Look through the lines below and extract any with the word "Đường".

═══ Input data

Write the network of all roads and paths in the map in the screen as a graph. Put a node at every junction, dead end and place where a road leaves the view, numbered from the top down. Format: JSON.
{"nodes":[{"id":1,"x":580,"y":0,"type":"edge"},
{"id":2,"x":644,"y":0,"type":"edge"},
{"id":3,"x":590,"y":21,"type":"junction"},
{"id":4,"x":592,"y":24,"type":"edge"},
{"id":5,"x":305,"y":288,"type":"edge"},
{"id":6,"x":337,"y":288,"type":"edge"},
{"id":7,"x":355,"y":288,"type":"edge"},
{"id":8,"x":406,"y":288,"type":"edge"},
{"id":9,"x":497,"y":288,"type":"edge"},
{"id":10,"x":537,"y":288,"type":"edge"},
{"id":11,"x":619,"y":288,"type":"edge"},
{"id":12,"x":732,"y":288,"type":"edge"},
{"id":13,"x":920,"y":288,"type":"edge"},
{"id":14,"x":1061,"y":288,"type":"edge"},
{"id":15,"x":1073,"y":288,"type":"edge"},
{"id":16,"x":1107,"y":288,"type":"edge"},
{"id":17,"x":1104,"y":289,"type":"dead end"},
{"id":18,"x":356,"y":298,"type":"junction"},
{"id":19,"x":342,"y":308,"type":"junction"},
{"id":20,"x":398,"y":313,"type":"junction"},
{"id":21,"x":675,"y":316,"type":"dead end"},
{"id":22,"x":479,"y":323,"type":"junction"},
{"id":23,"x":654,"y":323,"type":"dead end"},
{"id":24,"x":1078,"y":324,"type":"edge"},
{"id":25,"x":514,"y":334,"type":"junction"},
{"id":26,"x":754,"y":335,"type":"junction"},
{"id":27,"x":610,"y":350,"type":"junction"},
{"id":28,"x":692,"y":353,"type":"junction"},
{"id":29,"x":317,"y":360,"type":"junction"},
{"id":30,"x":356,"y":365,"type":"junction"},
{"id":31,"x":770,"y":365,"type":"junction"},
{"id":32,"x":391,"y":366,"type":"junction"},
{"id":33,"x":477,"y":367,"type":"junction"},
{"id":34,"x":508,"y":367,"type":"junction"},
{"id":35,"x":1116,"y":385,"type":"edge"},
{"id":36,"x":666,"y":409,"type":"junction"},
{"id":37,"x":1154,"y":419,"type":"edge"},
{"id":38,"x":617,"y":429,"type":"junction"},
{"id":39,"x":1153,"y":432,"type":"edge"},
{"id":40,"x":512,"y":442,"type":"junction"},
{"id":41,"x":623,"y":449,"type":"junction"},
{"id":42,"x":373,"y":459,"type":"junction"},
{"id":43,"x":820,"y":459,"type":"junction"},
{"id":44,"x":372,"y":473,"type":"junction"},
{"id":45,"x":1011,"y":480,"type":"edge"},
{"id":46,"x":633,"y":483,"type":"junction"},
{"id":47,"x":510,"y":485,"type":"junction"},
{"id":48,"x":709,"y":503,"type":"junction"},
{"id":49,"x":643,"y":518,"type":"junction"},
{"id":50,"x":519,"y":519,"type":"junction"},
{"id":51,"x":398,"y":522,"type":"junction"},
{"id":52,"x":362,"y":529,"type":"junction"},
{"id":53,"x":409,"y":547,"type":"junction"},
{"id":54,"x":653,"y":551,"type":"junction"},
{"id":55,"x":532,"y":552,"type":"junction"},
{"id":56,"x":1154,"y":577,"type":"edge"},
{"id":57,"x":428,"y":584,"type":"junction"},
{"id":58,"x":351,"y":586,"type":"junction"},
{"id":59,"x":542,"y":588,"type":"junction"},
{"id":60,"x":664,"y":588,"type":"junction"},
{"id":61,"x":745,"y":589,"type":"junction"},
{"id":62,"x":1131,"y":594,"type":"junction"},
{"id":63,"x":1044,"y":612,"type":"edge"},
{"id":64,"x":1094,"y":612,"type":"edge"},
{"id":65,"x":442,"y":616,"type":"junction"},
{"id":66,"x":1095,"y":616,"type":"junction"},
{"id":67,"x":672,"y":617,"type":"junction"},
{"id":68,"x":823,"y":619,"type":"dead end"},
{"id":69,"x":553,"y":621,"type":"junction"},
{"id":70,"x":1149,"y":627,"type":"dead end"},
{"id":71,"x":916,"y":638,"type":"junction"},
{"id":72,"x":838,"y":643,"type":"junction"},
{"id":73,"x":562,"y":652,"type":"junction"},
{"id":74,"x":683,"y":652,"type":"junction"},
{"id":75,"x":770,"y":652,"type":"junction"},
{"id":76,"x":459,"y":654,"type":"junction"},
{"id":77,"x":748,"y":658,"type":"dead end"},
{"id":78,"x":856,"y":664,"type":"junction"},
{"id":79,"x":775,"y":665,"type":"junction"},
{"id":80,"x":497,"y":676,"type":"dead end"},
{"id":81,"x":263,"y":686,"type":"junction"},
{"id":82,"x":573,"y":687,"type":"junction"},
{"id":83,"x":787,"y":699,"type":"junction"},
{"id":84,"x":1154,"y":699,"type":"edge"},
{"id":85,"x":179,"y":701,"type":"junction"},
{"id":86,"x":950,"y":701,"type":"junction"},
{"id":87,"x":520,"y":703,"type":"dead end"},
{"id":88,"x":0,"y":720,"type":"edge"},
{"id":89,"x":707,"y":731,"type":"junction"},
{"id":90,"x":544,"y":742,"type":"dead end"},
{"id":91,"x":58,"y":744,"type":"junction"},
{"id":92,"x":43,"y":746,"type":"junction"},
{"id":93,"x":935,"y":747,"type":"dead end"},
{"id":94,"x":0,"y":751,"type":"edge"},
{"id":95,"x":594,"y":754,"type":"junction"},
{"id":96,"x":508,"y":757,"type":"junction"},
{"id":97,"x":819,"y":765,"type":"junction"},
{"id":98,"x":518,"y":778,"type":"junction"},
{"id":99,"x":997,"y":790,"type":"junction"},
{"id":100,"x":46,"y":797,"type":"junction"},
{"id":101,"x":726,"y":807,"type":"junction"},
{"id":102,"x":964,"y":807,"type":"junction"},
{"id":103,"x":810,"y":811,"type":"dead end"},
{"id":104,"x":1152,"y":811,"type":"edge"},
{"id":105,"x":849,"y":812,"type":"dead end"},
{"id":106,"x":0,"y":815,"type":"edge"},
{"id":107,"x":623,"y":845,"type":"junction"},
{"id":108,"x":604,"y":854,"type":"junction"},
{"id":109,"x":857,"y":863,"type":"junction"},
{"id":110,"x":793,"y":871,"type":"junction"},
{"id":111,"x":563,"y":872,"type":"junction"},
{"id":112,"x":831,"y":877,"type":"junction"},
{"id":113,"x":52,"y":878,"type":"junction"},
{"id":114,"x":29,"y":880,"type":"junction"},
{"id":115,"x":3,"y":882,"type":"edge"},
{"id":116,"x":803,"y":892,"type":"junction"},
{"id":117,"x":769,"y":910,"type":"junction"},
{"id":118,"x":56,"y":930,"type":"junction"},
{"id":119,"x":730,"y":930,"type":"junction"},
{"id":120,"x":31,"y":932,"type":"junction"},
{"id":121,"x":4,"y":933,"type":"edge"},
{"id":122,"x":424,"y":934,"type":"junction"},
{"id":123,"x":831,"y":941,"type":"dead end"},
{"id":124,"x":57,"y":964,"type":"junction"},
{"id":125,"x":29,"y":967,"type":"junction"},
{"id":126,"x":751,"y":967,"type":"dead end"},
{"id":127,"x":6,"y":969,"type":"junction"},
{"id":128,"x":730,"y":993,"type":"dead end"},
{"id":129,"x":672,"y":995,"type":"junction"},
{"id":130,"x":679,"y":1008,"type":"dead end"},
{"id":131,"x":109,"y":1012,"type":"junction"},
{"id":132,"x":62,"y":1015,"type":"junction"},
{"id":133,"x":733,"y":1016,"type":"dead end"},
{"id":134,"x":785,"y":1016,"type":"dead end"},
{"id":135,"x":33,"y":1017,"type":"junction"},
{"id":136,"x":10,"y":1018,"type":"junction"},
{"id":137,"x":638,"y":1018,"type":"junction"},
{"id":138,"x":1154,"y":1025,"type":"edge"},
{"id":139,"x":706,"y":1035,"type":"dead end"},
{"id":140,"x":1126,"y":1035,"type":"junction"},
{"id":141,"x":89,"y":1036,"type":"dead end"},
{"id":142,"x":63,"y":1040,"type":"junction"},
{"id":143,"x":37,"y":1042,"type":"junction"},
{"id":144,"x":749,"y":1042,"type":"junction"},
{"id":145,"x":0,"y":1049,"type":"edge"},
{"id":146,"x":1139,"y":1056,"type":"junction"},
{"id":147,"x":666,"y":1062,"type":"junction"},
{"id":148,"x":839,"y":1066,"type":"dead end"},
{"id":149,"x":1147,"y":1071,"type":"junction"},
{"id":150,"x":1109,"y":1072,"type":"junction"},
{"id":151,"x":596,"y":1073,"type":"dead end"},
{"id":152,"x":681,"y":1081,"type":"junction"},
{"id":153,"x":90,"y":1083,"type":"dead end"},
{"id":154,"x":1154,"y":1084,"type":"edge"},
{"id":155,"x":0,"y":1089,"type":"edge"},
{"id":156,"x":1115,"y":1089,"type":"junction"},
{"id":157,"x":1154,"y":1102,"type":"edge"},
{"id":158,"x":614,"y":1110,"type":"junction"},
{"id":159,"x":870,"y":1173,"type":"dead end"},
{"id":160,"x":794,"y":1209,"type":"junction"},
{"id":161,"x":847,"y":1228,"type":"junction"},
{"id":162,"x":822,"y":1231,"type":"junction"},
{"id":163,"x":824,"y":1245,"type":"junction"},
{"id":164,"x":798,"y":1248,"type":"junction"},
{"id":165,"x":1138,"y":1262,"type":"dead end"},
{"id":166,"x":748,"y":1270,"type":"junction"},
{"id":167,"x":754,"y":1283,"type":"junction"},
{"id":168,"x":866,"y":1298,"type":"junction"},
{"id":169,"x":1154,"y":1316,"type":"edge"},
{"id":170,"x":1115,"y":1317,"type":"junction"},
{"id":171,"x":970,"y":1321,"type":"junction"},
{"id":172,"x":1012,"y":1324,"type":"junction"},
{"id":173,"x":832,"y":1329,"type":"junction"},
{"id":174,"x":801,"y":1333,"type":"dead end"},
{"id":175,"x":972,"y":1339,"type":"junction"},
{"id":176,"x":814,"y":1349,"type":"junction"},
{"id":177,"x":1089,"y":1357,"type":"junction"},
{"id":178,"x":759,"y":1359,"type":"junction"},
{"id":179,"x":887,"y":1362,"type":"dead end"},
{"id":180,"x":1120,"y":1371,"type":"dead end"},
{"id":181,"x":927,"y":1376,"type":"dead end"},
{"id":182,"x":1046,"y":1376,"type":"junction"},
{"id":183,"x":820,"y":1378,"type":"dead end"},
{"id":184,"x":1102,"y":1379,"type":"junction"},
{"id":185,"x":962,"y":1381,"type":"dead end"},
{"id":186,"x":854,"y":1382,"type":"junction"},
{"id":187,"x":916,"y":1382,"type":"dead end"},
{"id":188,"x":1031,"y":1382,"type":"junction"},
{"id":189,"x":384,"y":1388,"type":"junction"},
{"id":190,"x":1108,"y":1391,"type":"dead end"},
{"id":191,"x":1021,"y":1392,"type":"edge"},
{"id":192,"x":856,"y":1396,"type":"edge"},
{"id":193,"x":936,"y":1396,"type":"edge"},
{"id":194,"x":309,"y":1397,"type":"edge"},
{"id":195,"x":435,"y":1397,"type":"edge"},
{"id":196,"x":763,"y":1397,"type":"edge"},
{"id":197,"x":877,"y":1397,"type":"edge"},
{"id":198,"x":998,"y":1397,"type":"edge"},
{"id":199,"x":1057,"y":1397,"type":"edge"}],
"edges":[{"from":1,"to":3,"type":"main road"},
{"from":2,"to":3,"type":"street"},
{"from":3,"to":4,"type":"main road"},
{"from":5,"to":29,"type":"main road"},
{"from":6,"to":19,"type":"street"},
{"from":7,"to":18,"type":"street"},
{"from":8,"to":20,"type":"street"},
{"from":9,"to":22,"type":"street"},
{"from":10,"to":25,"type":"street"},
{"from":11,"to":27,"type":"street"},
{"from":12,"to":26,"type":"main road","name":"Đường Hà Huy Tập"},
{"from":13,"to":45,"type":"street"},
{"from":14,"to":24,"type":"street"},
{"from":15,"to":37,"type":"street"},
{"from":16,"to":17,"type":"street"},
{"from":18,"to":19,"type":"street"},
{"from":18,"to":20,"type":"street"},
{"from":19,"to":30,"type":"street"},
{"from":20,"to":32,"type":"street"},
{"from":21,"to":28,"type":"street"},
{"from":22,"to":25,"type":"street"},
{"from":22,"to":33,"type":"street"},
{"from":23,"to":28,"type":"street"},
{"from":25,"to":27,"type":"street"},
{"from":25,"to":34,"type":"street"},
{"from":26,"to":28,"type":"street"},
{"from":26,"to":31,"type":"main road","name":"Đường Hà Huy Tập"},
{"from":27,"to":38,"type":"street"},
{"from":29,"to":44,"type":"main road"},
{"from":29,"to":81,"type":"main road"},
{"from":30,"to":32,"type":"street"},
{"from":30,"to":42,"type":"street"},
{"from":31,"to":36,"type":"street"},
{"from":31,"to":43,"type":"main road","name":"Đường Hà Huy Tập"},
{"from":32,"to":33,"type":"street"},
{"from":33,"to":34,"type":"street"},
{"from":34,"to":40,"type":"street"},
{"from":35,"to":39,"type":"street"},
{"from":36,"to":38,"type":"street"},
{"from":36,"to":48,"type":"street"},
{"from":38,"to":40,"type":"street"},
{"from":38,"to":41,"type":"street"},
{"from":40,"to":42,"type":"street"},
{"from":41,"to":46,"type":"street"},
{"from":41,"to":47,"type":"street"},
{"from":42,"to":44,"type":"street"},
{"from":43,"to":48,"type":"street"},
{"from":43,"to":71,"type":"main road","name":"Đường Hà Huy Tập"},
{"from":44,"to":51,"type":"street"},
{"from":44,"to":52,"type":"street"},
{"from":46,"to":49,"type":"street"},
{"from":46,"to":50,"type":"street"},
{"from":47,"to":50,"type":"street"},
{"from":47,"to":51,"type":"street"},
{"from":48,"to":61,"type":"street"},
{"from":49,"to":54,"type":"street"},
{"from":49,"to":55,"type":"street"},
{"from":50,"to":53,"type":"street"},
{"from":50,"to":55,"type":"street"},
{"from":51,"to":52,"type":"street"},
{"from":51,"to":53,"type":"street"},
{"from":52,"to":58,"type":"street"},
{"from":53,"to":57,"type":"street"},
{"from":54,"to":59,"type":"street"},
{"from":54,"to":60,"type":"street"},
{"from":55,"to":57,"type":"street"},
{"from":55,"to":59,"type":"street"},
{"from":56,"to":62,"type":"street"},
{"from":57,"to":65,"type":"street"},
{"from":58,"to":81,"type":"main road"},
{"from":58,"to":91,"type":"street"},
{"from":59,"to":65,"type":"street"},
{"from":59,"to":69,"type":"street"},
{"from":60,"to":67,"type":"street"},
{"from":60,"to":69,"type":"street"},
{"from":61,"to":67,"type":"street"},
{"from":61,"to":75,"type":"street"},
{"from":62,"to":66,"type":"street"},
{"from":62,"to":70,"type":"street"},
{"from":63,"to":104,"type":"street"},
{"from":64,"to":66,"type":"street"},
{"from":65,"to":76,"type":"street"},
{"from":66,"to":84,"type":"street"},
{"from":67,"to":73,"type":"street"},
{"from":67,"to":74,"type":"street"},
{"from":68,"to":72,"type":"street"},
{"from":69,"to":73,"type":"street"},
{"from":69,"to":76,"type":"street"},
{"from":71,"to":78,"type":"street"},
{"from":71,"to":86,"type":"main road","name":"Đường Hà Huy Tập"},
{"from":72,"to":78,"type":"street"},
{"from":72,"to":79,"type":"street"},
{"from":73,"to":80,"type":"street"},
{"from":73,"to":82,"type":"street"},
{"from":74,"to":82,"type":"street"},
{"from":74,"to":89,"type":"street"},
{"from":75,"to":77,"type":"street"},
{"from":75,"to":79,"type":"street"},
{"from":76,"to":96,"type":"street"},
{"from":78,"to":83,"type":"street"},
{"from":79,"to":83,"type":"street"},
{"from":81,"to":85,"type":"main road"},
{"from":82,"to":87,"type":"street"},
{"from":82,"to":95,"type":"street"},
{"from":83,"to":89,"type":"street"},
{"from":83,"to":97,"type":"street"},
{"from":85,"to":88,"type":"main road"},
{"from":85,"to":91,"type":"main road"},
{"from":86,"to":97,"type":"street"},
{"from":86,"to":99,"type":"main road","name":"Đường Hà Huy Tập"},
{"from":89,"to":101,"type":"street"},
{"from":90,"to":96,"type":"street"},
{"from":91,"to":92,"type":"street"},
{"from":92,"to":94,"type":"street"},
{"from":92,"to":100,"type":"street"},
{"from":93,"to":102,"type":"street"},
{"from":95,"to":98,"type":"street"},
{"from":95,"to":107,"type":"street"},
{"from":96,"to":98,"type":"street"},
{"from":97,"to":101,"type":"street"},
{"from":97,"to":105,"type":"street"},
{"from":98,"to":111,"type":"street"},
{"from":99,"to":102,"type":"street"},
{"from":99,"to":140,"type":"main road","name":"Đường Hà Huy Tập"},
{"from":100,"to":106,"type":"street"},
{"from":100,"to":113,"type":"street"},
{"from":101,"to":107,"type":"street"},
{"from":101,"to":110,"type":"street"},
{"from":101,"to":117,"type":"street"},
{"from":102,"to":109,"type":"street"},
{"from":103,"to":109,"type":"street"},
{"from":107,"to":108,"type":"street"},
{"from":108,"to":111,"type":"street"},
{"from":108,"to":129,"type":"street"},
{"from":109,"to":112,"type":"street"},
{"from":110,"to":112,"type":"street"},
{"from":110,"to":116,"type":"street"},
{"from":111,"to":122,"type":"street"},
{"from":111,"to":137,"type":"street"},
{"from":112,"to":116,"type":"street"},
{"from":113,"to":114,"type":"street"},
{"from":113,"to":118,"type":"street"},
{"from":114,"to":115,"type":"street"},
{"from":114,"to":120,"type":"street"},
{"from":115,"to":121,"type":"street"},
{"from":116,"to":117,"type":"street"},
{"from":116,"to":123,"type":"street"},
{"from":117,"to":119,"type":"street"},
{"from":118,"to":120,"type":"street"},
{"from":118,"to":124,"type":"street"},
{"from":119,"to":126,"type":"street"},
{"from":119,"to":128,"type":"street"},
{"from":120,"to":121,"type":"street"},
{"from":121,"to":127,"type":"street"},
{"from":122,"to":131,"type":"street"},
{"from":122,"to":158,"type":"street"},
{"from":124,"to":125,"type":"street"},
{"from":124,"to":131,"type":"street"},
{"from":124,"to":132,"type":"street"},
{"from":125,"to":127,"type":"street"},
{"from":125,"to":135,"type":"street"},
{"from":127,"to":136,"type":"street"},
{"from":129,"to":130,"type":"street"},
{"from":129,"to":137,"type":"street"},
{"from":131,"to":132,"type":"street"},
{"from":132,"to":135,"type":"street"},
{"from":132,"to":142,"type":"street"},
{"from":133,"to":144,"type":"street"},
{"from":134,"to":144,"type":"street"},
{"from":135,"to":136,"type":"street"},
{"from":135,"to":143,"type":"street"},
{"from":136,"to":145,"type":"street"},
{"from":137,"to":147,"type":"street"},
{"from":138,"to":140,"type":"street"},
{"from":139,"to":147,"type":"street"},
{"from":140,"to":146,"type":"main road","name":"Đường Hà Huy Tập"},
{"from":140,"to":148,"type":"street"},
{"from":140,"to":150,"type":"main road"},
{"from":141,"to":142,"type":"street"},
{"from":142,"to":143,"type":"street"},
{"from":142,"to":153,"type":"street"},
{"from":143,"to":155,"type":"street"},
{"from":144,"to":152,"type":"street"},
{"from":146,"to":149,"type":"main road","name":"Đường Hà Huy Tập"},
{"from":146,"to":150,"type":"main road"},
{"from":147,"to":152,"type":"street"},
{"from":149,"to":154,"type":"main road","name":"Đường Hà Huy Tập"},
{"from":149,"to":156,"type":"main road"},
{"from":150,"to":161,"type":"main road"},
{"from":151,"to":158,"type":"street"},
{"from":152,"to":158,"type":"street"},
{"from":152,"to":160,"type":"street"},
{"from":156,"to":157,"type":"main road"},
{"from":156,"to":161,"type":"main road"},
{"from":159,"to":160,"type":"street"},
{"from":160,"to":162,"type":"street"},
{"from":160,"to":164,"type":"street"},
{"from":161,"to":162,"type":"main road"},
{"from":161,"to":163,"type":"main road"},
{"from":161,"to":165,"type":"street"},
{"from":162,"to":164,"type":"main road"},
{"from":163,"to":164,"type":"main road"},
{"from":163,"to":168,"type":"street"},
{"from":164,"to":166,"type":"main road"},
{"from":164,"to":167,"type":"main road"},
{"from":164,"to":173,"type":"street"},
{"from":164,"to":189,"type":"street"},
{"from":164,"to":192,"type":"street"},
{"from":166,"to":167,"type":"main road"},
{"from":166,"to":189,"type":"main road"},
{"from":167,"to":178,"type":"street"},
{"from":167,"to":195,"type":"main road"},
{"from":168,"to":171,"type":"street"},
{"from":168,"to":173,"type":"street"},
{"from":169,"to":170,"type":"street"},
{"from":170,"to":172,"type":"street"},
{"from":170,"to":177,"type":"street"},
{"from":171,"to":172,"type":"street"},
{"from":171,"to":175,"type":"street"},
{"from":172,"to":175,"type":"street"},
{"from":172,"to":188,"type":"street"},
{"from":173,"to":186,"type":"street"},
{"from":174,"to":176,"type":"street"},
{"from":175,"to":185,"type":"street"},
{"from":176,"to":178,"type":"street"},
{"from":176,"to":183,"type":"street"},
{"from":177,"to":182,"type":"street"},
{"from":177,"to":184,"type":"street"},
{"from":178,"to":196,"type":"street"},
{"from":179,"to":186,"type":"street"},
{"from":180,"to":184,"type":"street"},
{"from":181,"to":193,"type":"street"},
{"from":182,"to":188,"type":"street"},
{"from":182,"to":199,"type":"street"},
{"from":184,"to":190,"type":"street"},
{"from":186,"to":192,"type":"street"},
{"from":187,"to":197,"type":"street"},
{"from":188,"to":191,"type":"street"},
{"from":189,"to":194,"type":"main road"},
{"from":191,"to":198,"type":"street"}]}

══════

Task output:
{"from":12,"to":26,"type":"main road","name":"Đường Hà Huy Tập"},
{"from":26,"to":31,"type":"main road","name":"Đường Hà Huy Tập"},
{"from":31,"to":43,"type":"main road","name":"Đường Hà Huy Tập"},
{"from":43,"to":71,"type":"main road","name":"Đường Hà Huy Tập"},
{"from":71,"to":86,"type":"main road","name":"Đường Hà Huy Tập"},
{"from":86,"to":99,"type":"main road","name":"Đường Hà Huy Tập"},
{"from":99,"to":140,"type":"main road","name":"Đường Hà Huy Tập"},
{"from":140,"to":146,"type":"main road","name":"Đường Hà Huy Tập"},
{"from":146,"to":149,"type":"main road","name":"Đường Hà Huy Tập"},
{"from":149,"to":154,"type":"main road","name":"Đường Hà Huy Tập"},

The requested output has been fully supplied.